## [TRY IT]
Lines that include the word "Barnhurst" should be copied from the listing that follows.

## [GIVEN INFORMATION]

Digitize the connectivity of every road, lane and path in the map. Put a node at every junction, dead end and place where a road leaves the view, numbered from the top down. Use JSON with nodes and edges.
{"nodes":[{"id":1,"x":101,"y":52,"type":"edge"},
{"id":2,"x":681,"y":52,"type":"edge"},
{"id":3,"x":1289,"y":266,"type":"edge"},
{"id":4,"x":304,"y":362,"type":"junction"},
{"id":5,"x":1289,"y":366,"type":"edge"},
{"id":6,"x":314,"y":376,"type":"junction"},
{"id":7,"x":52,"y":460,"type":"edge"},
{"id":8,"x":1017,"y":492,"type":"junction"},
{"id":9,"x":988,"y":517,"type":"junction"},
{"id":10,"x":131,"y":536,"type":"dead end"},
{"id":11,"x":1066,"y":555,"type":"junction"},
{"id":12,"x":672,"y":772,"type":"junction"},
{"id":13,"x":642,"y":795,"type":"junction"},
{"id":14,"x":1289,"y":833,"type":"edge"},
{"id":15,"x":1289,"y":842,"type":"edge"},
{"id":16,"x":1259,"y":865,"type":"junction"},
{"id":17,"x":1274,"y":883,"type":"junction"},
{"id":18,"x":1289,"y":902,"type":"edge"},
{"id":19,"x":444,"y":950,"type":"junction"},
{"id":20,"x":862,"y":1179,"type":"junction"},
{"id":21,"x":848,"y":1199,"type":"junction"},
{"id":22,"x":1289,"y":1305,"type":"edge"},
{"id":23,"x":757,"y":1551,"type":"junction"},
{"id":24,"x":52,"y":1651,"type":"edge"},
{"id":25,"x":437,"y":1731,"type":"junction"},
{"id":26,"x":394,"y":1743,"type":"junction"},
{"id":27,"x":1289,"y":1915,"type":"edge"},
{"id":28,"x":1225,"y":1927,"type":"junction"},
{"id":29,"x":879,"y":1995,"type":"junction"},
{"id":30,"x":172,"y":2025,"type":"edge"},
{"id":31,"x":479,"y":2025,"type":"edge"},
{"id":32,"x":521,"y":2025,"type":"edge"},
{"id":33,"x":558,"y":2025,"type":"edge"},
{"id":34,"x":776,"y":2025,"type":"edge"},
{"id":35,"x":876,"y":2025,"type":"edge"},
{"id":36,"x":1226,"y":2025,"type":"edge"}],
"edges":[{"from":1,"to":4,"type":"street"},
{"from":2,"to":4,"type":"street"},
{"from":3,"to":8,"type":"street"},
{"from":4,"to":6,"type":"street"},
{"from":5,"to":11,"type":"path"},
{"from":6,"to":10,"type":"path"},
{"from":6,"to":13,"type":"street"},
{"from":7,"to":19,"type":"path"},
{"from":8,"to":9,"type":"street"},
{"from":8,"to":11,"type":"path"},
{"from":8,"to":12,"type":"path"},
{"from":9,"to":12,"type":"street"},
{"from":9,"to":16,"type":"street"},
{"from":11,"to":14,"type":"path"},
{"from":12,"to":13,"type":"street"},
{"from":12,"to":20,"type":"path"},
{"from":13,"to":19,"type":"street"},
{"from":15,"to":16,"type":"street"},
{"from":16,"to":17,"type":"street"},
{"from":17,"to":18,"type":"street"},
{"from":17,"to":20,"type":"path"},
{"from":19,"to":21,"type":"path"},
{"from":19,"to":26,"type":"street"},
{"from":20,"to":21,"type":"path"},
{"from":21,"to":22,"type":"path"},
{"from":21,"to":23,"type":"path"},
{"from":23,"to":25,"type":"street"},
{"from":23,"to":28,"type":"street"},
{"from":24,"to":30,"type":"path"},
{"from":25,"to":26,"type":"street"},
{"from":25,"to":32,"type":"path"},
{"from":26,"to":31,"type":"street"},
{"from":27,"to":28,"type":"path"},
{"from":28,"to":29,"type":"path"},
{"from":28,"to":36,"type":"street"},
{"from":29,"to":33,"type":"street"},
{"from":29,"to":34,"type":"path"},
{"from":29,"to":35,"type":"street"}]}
...
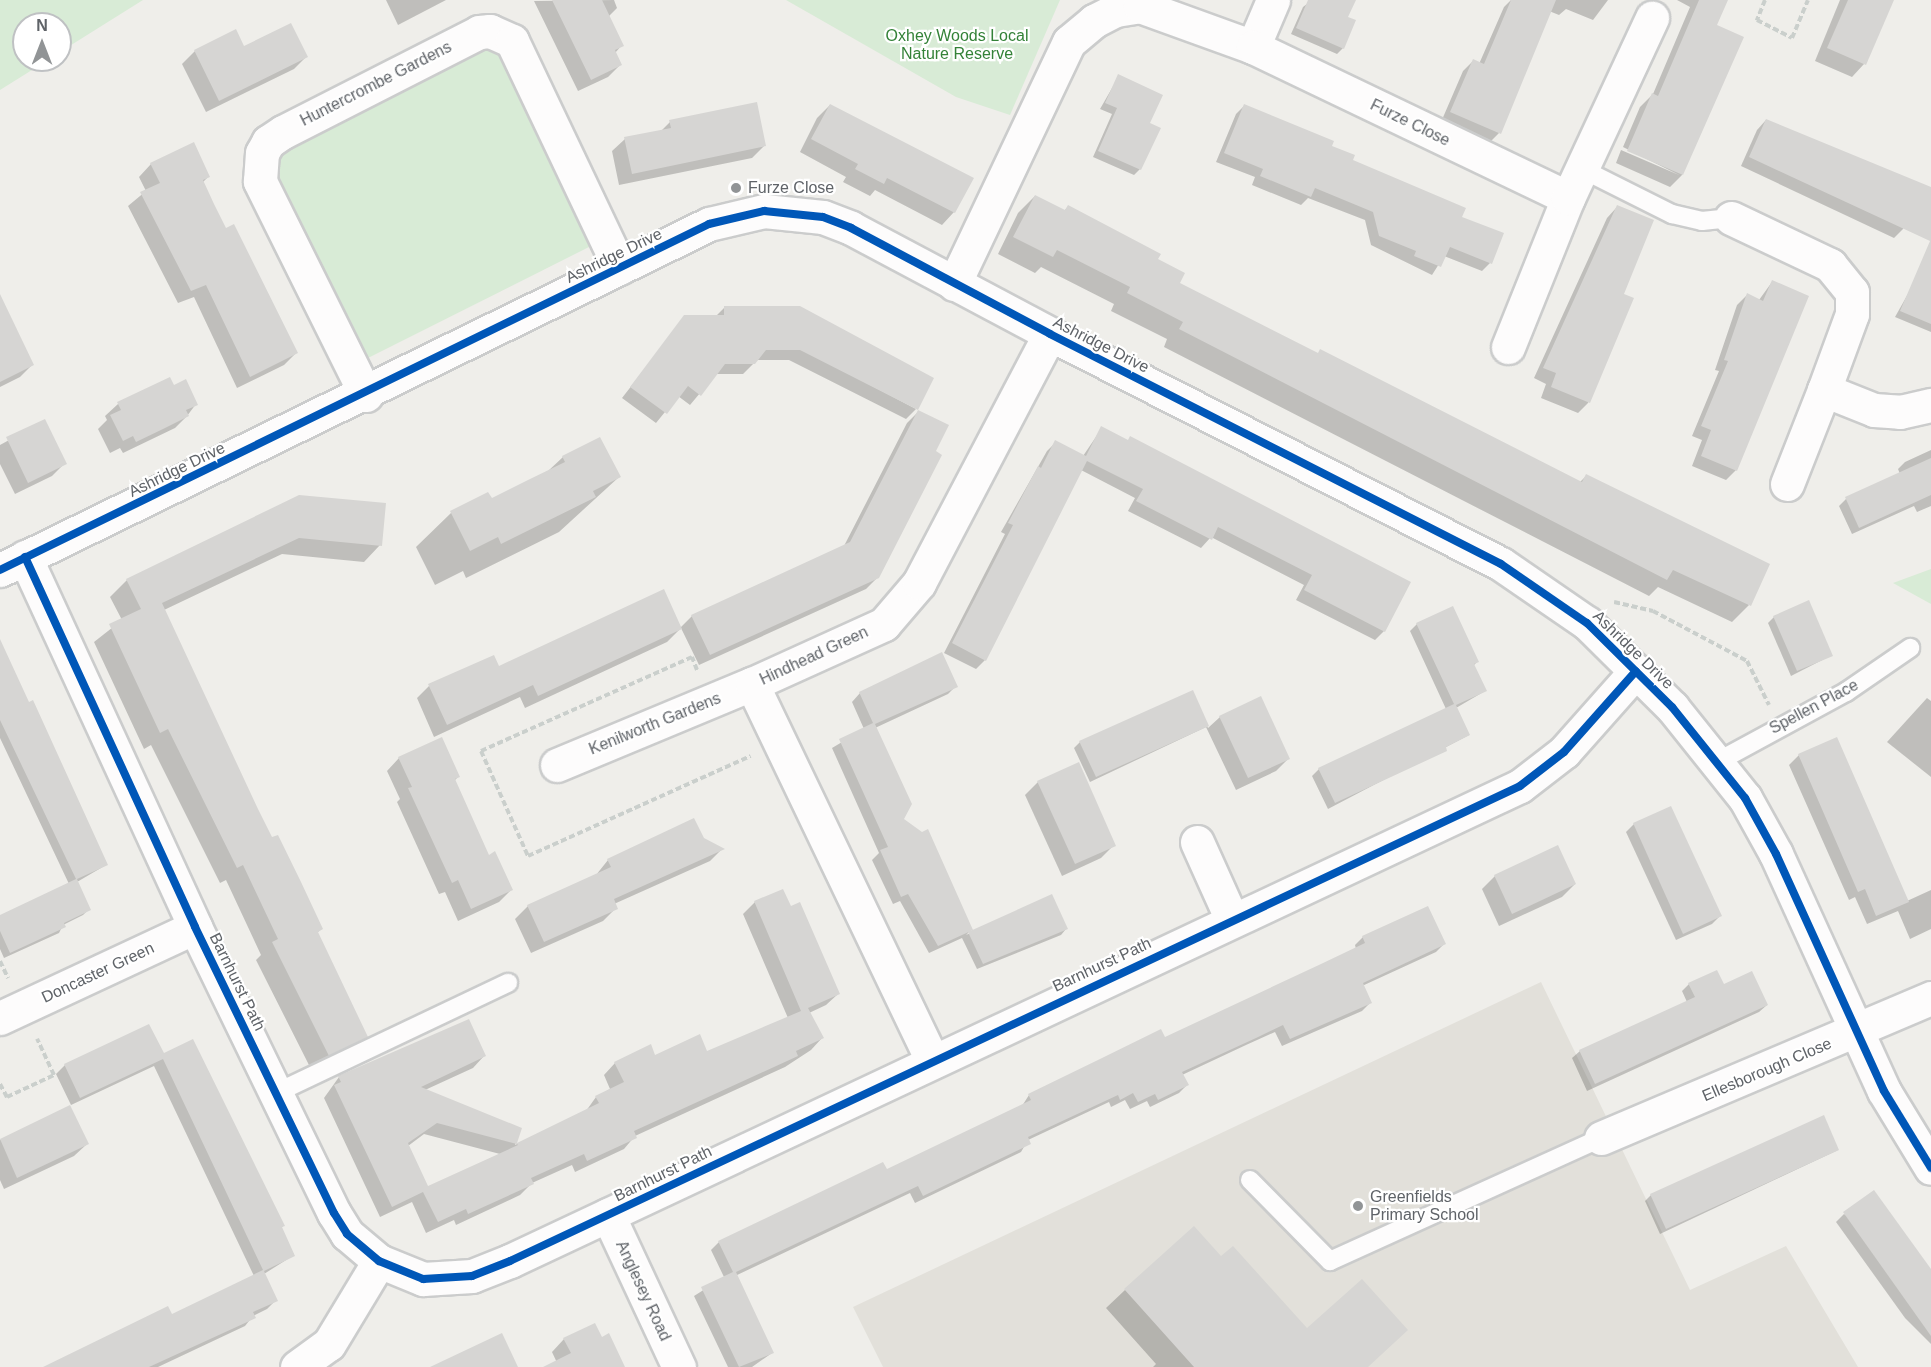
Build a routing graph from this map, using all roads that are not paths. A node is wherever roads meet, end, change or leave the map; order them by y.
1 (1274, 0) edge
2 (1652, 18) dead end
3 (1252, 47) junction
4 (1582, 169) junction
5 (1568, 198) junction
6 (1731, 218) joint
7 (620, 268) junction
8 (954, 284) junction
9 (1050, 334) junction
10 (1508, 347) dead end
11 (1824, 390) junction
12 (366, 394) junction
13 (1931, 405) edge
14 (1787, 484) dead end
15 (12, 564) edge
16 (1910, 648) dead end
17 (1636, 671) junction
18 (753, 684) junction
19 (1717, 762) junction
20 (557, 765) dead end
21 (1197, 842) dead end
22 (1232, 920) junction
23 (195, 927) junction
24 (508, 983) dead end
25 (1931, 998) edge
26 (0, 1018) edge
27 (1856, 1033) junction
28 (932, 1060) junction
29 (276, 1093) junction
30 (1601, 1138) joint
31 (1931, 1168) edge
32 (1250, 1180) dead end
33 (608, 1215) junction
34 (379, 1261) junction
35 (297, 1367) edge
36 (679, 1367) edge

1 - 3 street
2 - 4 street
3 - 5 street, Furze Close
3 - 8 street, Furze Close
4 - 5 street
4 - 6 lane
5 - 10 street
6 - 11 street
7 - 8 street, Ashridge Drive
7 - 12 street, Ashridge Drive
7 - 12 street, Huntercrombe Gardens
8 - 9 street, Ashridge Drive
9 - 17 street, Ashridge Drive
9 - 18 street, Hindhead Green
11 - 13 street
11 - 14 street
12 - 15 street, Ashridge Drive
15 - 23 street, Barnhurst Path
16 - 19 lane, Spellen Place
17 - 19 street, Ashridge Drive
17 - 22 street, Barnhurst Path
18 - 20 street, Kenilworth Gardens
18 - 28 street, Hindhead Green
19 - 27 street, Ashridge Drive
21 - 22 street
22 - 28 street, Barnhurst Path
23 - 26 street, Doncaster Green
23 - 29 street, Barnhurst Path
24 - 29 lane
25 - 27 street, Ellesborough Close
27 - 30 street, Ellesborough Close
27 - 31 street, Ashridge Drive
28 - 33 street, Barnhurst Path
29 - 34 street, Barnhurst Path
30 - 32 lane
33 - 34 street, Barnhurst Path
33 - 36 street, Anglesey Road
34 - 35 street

## [SOLUTION TO THIS PROBLEM]
15 - 23 street, Barnhurst Path
17 - 22 street, Barnhurst Path
22 - 28 street, Barnhurst Path
23 - 29 street, Barnhurst Path
28 - 33 street, Barnhurst Path
29 - 34 street, Barnhurst Path
33 - 34 street, Barnhurst Path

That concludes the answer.